→ Task to carry out
The listing below must be repeated word for word, with its images excluded.

→ Supplied entries
-----

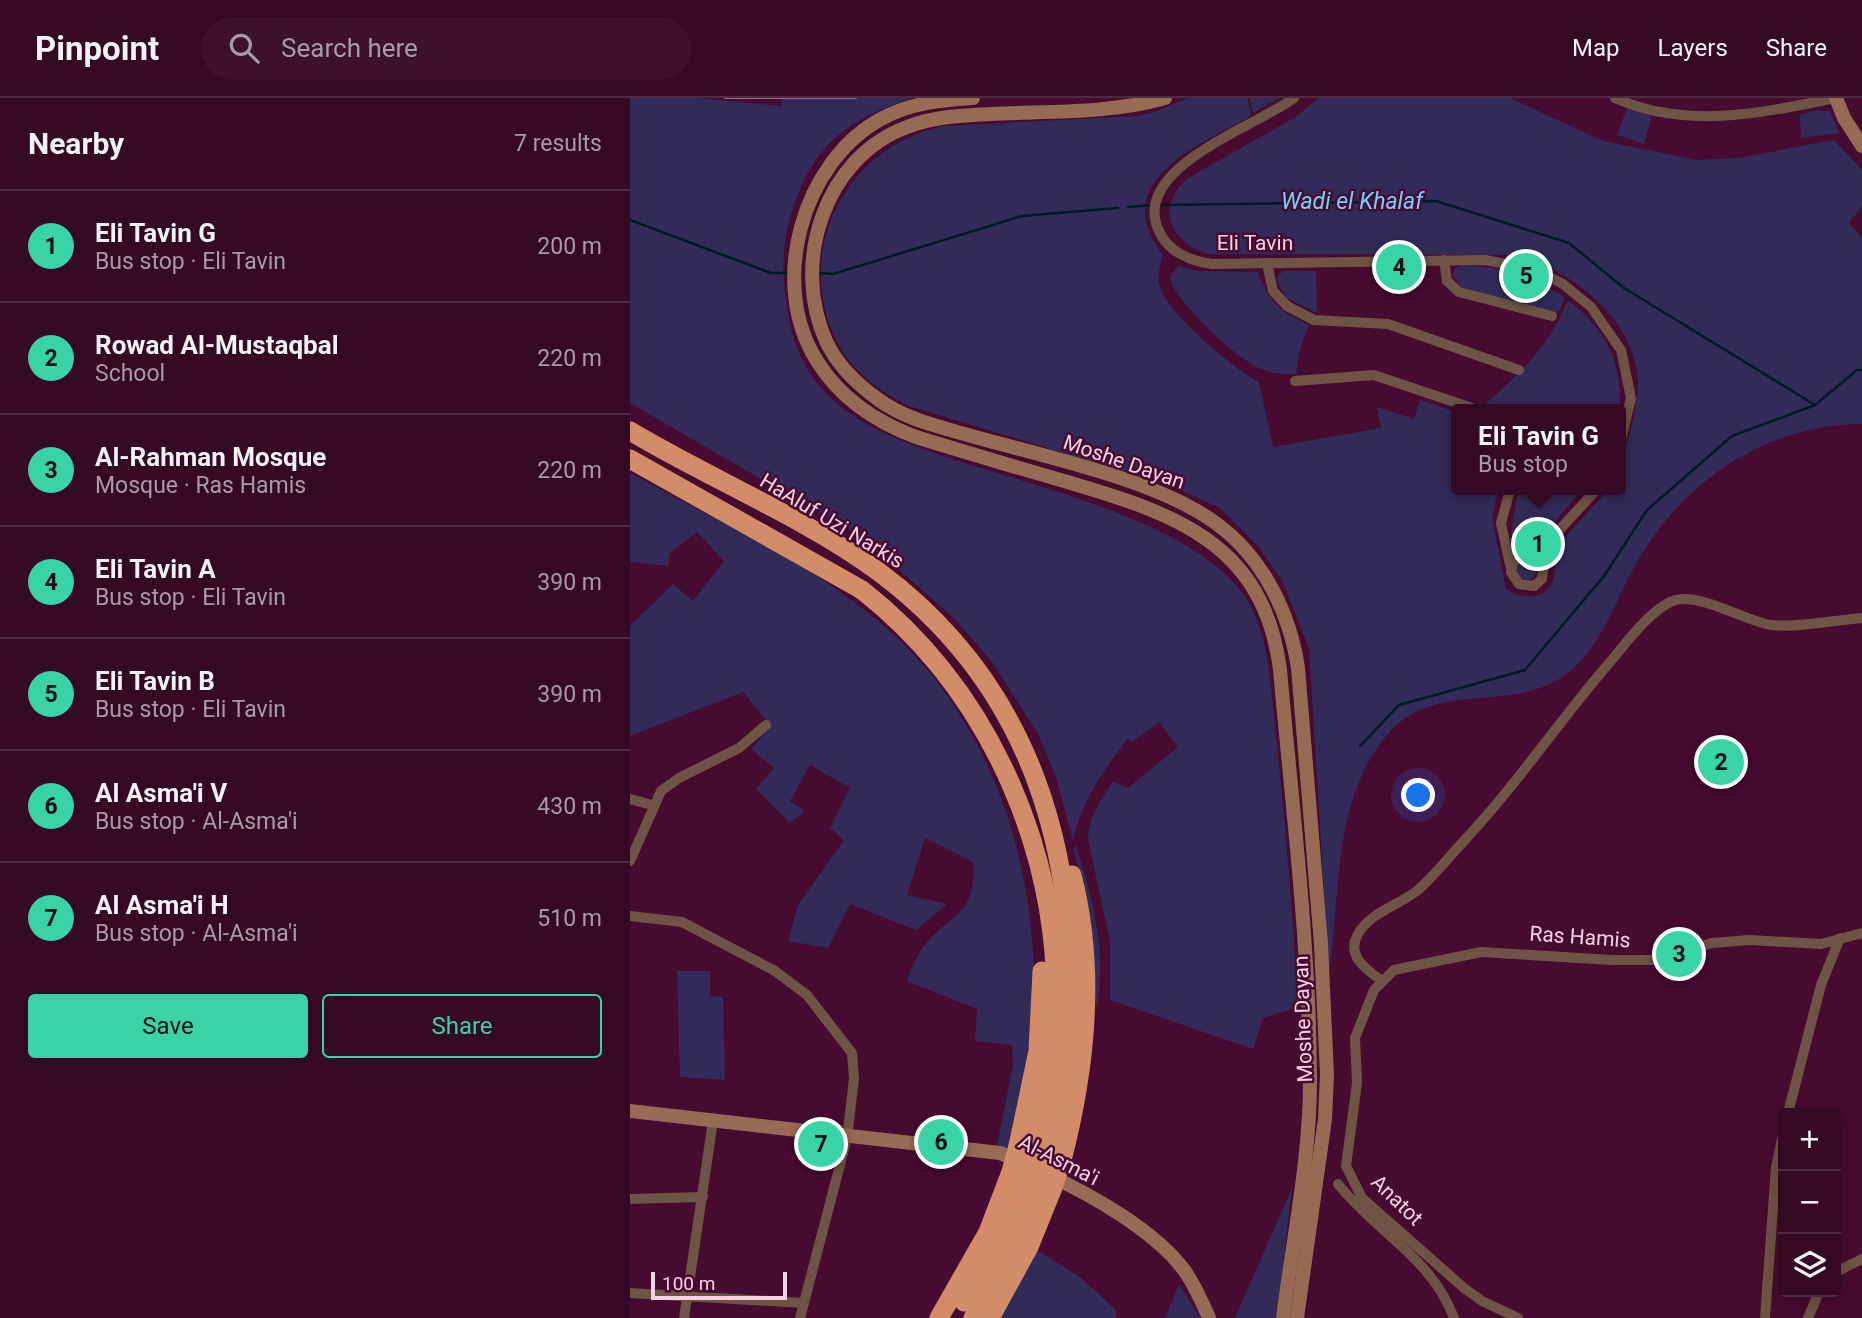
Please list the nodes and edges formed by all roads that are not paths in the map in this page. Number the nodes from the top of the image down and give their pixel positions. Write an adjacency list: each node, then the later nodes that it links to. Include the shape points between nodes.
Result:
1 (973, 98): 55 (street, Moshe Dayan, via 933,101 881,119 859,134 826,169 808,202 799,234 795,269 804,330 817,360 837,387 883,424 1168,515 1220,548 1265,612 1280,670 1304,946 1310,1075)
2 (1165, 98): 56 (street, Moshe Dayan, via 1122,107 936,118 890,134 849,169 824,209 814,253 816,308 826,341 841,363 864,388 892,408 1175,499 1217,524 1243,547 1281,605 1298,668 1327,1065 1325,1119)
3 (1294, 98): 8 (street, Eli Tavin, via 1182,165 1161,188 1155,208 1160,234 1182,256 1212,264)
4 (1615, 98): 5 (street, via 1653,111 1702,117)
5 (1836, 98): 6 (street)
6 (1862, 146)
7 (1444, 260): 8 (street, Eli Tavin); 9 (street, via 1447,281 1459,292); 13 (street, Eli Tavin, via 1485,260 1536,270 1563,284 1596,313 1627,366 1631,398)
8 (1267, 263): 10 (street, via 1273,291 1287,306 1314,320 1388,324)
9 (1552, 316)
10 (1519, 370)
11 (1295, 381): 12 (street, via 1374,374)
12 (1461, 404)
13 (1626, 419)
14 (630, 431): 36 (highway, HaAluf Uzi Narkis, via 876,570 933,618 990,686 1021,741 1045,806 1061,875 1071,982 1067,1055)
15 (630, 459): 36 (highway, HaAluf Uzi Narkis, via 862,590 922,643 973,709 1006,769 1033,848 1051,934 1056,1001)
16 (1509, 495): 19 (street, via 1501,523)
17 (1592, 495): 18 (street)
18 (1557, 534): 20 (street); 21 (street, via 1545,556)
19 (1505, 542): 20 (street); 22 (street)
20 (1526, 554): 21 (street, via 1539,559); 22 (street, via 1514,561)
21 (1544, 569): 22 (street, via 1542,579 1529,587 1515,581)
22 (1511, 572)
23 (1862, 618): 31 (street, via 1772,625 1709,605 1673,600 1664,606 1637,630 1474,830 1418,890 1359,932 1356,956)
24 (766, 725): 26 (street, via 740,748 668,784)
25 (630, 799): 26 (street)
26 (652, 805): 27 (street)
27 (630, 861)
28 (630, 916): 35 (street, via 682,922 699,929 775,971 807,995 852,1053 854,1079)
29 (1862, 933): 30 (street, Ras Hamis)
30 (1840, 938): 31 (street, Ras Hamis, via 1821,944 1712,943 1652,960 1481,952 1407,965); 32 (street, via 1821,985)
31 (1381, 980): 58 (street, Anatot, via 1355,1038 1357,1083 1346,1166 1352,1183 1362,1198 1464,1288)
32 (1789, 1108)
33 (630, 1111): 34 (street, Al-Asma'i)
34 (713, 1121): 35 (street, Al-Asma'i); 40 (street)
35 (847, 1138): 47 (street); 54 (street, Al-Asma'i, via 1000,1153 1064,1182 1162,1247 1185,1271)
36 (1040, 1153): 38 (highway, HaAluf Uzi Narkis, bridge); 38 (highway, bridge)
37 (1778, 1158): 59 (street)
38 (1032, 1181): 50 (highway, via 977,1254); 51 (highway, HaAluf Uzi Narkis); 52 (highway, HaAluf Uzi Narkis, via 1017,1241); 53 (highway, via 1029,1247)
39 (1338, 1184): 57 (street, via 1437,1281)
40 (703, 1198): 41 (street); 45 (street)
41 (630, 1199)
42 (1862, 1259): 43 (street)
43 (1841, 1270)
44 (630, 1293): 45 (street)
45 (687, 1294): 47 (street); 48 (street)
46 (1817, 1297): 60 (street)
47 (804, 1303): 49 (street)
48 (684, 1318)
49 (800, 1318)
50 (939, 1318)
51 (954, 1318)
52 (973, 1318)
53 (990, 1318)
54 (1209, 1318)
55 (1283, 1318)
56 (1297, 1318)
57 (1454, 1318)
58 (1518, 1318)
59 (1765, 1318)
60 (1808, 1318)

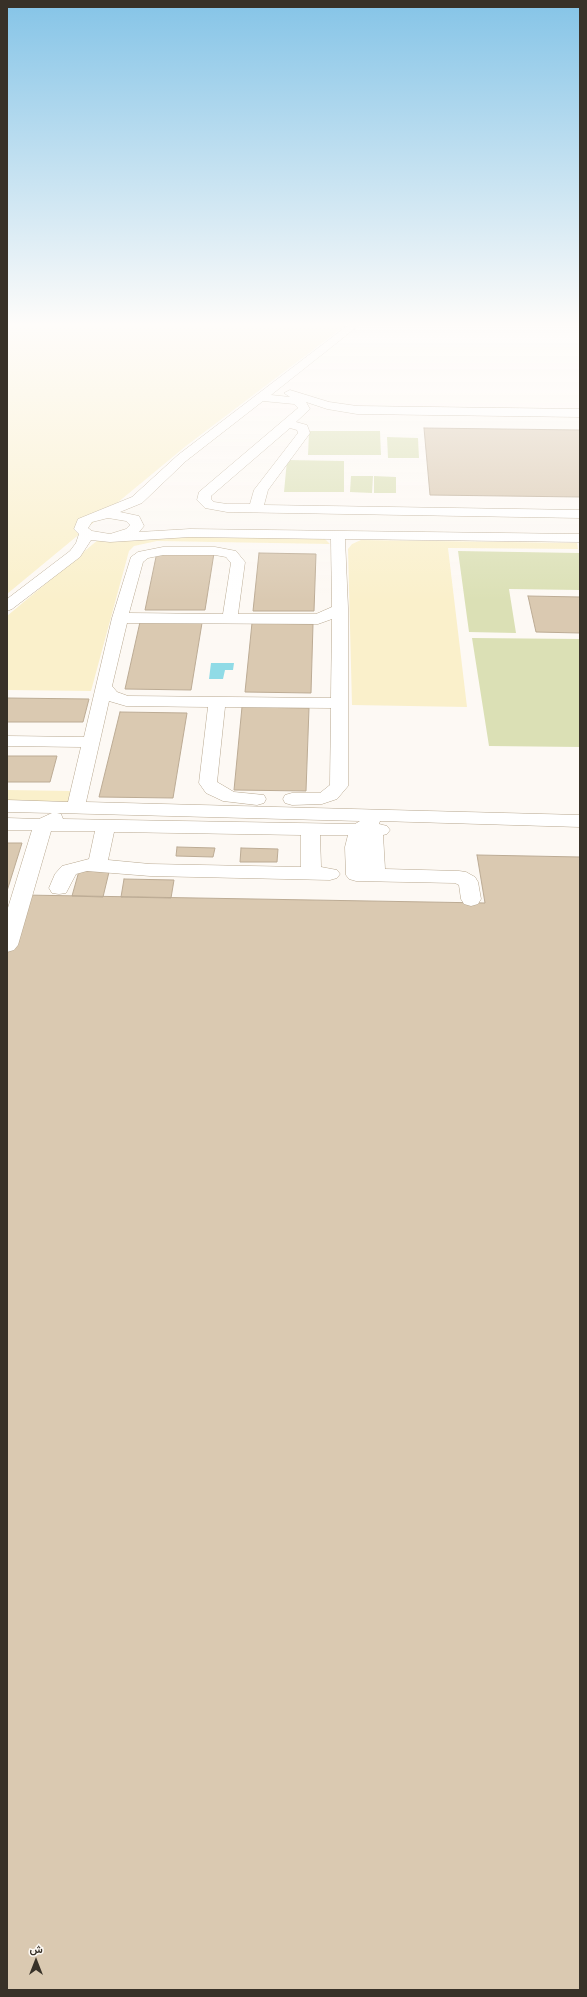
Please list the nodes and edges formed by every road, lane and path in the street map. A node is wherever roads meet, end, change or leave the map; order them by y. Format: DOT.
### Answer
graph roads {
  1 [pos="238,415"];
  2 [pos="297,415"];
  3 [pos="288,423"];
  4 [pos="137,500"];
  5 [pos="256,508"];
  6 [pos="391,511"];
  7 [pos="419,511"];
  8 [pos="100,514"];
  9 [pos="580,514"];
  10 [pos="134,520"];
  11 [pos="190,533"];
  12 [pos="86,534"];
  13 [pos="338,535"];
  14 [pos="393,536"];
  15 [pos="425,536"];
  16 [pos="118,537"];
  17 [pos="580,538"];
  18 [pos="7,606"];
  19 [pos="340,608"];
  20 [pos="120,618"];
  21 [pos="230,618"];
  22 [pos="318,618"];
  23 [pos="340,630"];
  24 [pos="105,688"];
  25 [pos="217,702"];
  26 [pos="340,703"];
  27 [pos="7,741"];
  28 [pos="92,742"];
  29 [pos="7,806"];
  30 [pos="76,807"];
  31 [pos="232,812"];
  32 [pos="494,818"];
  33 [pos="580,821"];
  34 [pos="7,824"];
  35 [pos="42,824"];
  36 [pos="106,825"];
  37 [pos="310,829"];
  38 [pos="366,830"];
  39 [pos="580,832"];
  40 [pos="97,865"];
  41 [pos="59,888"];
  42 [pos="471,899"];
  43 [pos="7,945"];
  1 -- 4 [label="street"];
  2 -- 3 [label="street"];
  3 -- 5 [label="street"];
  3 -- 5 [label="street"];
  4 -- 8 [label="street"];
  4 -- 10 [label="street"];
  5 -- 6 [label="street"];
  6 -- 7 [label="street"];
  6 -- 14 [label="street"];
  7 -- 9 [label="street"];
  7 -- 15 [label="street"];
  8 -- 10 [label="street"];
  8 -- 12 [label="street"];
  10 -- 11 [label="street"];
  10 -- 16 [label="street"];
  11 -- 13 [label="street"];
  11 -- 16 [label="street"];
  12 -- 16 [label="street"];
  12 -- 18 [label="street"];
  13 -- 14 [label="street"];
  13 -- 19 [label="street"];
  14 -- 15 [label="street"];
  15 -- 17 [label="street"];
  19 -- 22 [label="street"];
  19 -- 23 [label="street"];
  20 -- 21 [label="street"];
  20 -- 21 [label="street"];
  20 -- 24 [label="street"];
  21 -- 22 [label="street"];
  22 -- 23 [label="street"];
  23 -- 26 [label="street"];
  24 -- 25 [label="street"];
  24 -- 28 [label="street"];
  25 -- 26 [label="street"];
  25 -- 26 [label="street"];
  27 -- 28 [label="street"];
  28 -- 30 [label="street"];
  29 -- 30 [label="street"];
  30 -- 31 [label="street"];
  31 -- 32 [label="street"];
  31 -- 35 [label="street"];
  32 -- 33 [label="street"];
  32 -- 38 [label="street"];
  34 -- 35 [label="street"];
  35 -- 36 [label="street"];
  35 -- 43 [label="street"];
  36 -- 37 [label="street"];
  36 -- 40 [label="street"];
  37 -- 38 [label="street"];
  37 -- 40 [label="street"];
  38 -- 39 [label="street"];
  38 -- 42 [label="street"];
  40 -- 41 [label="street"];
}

-----

→ Result
Please list the nodes and edges formed by all roads that are not paths in the map in this page. Number the nodes from the top of the image down and give their pixel positions. Write an adjacency list: each node, then the later nodes that it links to. Include the shape points between nodes.
Result:
1 (973, 98): 55 (street, Moshe Dayan, via 933,101 881,119 859,134 826,169 808,202 799,234 795,269 804,330 817,360 837,387 883,424 1168,515 1220,548 1265,612 1280,670 1304,946 1310,1075)
2 (1165, 98): 56 (street, Moshe Dayan, via 1122,107 936,118 890,134 849,169 824,209 814,253 816,308 826,341 841,363 864,388 892,408 1175,499 1217,524 1243,547 1281,605 1298,668 1327,1065 1325,1119)
3 (1294, 98): 8 (street, Eli Tavin, via 1182,165 1161,188 1155,208 1160,234 1182,256 1212,264)
4 (1615, 98): 5 (street, via 1653,111 1702,117)
5 (1836, 98): 6 (street)
6 (1862, 146)
7 (1444, 260): 8 (street, Eli Tavin); 9 (street, via 1447,281 1459,292); 13 (street, Eli Tavin, via 1485,260 1536,270 1563,284 1596,313 1627,366 1631,398)
8 (1267, 263): 10 (street, via 1273,291 1287,306 1314,320 1388,324)
9 (1552, 316)
10 (1519, 370)
11 (1295, 381): 12 (street, via 1374,374)
12 (1461, 404)
13 (1626, 419)
14 (630, 431): 36 (highway, HaAluf Uzi Narkis, via 876,570 933,618 990,686 1021,741 1045,806 1061,875 1071,982 1067,1055)
15 (630, 459): 36 (highway, HaAluf Uzi Narkis, via 862,590 922,643 973,709 1006,769 1033,848 1051,934 1056,1001)
16 (1509, 495): 19 (street, via 1501,523)
17 (1592, 495): 18 (street)
18 (1557, 534): 20 (street); 21 (street, via 1545,556)
19 (1505, 542): 20 (street); 22 (street)
20 (1526, 554): 21 (street, via 1539,559); 22 (street, via 1514,561)
21 (1544, 569): 22 (street, via 1542,579 1529,587 1515,581)
22 (1511, 572)
23 (1862, 618): 31 (street, via 1772,625 1709,605 1673,600 1664,606 1637,630 1474,830 1418,890 1359,932 1356,956)
24 (766, 725): 26 (street, via 740,748 668,784)
25 (630, 799): 26 (street)
26 (652, 805): 27 (street)
27 (630, 861)
28 (630, 916): 35 (street, via 682,922 699,929 775,971 807,995 852,1053 854,1079)
29 (1862, 933): 30 (street, Ras Hamis)
30 (1840, 938): 31 (street, Ras Hamis, via 1821,944 1712,943 1652,960 1481,952 1407,965); 32 (street, via 1821,985)
31 (1381, 980): 58 (street, Anatot, via 1355,1038 1357,1083 1346,1166 1352,1183 1362,1198 1464,1288)
32 (1789, 1108)
33 (630, 1111): 34 (street, Al-Asma'i)
34 (713, 1121): 35 (street, Al-Asma'i); 40 (street)
35 (847, 1138): 47 (street); 54 (street, Al-Asma'i, via 1000,1153 1064,1182 1162,1247 1185,1271)
36 (1040, 1153): 38 (highway, HaAluf Uzi Narkis, bridge); 38 (highway, bridge)
37 (1778, 1158): 59 (street)
38 (1032, 1181): 50 (highway, via 977,1254); 51 (highway, HaAluf Uzi Narkis); 52 (highway, HaAluf Uzi Narkis, via 1017,1241); 53 (highway, via 1029,1247)
39 (1338, 1184): 57 (street, via 1437,1281)
40 (703, 1198): 41 (street); 45 (street)
41 (630, 1199)
42 (1862, 1259): 43 (street)
43 (1841, 1270)
44 (630, 1293): 45 (street)
45 (687, 1294): 47 (street); 48 (street)
46 (1817, 1297): 60 (street)
47 (804, 1303): 49 (street)
48 (684, 1318)
49 (800, 1318)
50 (939, 1318)
51 (954, 1318)
52 (973, 1318)
53 (990, 1318)
54 (1209, 1318)
55 (1283, 1318)
56 (1297, 1318)
57 (1454, 1318)
58 (1518, 1318)
59 (1765, 1318)
60 (1808, 1318)

Please list the nodes and edges formed by every road, lane and path in the street map. A node is wherever roads meet, end, change or leave the map; order them by y. Format: DOT.
### Answer
graph roads {
  1 [pos="238,415"];
  2 [pos="297,415"];
  3 [pos="288,423"];
  4 [pos="137,500"];
  5 [pos="256,508"];
  6 [pos="391,511"];
  7 [pos="419,511"];
  8 [pos="100,514"];
  9 [pos="580,514"];
  10 [pos="134,520"];
  11 [pos="190,533"];
  12 [pos="86,534"];
  13 [pos="338,535"];
  14 [pos="393,536"];
  15 [pos="425,536"];
  16 [pos="118,537"];
  17 [pos="580,538"];
  18 [pos="7,606"];
  19 [pos="340,608"];
  20 [pos="120,618"];
  21 [pos="230,618"];
  22 [pos="318,618"];
  23 [pos="340,630"];
  24 [pos="105,688"];
  25 [pos="217,702"];
  26 [pos="340,703"];
  27 [pos="7,741"];
  28 [pos="92,742"];
  29 [pos="7,806"];
  30 [pos="76,807"];
  31 [pos="232,812"];
  32 [pos="494,818"];
  33 [pos="580,821"];
  34 [pos="7,824"];
  35 [pos="42,824"];
  36 [pos="106,825"];
  37 [pos="310,829"];
  38 [pos="366,830"];
  39 [pos="580,832"];
  40 [pos="97,865"];
  41 [pos="59,888"];
  42 [pos="471,899"];
  43 [pos="7,945"];
  1 -- 4 [label="street"];
  2 -- 3 [label="street"];
  3 -- 5 [label="street"];
  3 -- 5 [label="street"];
  4 -- 8 [label="street"];
  4 -- 10 [label="street"];
  5 -- 6 [label="street"];
  6 -- 7 [label="street"];
  6 -- 14 [label="street"];
  7 -- 9 [label="street"];
  7 -- 15 [label="street"];
  8 -- 10 [label="street"];
  8 -- 12 [label="street"];
  10 -- 11 [label="street"];
  10 -- 16 [label="street"];
  11 -- 13 [label="street"];
  11 -- 16 [label="street"];
  12 -- 16 [label="street"];
  12 -- 18 [label="street"];
  13 -- 14 [label="street"];
  13 -- 19 [label="street"];
  14 -- 15 [label="street"];
  15 -- 17 [label="street"];
  19 -- 22 [label="street"];
  19 -- 23 [label="street"];
  20 -- 21 [label="street"];
  20 -- 21 [label="street"];
  20 -- 24 [label="street"];
  21 -- 22 [label="street"];
  22 -- 23 [label="street"];
  23 -- 26 [label="street"];
  24 -- 25 [label="street"];
  24 -- 28 [label="street"];
  25 -- 26 [label="street"];
  25 -- 26 [label="street"];
  27 -- 28 [label="street"];
  28 -- 30 [label="street"];
  29 -- 30 [label="street"];
  30 -- 31 [label="street"];
  31 -- 32 [label="street"];
  31 -- 35 [label="street"];
  32 -- 33 [label="street"];
  32 -- 38 [label="street"];
  34 -- 35 [label="street"];
  35 -- 36 [label="street"];
  35 -- 43 [label="street"];
  36 -- 37 [label="street"];
  36 -- 40 [label="street"];
  37 -- 38 [label="street"];
  37 -- 40 [label="street"];
  38 -- 39 [label="street"];
  38 -- 42 [label="street"];
  40 -- 41 [label="street"];
}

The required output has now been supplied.